A novel homozygous missense substitution p.Thr313Ile in the PDE6B gene underlies autosomal recessive retinitis pigmentosa in a consanguineous Pakistani family

Abstract

Background: Retinitis pigmentosa (RP) is one of the most frequent hereditary retinal diseases that often starts with night blindness and eventually leads to legal blindness. Our study aimed to identify the underlying genetic cause of autosomal recessive retinitis pigmentosa (arRP) in a consanguineous Pakistani family. Methods: Following a detailed ophthalmological examination of the patients by an ophthalmologist, whole-exome sequencing was performed on the proband’s DNA to delineate the genetic cause of RP in the family. In-depth computational methods, in-silico analysis, and familial co-segregation study were performed for variant detection and validation. Results: We studied an inbred Pakistani family with two siblings affected by retinitis pigmentosa. The proband, a 32 years old female, was clinically diagnosed with RP at the age of 6 years. A classical night blindness symptom was reported in the proband since her early childhood.

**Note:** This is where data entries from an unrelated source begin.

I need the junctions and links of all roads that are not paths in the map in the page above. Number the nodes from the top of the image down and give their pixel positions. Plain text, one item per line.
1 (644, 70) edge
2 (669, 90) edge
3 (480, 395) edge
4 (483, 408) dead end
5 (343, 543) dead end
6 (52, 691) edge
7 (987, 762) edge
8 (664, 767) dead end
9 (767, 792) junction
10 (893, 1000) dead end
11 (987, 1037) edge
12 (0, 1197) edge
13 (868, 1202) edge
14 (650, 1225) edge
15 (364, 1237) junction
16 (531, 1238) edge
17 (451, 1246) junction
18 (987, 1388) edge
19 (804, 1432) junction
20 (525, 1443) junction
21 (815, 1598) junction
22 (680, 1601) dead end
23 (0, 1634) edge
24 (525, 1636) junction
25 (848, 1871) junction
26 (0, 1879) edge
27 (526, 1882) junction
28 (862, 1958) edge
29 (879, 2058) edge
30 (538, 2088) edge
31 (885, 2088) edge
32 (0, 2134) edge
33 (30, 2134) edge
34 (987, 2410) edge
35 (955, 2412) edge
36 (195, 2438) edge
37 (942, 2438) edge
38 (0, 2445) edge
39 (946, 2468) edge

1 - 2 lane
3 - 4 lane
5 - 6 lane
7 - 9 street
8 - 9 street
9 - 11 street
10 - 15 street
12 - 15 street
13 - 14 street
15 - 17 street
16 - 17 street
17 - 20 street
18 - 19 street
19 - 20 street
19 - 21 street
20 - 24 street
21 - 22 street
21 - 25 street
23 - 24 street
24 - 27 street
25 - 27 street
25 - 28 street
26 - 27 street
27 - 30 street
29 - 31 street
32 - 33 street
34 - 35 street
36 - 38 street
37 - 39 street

OCT report showed a major reduction in the outer nuclear layer and the ellipsoid zone width, leading to the progression of the disease. Exome sequencing revealed a novel homozygous missense mutation (c.938C > T;p.Thr313Ile) in exon 12 of the PDE6B gene. The mutation p.Thr313Ile co-segregated with RP phenotype in the family. The altered residue (p.Thr313) was super conserved evolutionarily across different vertebrate species, and all available in silico tools classified the mutation as highly pathogenic. Conclusion: We present a novel homozygous pathogenic mutation in the PDE6B gene as the underlying cause of arRP in a consanguineous Pakistani family. Our findings highlight the importance of missense mutations in the PDE6B gene and expand the known mutational repertoire of PDE6B-related RP.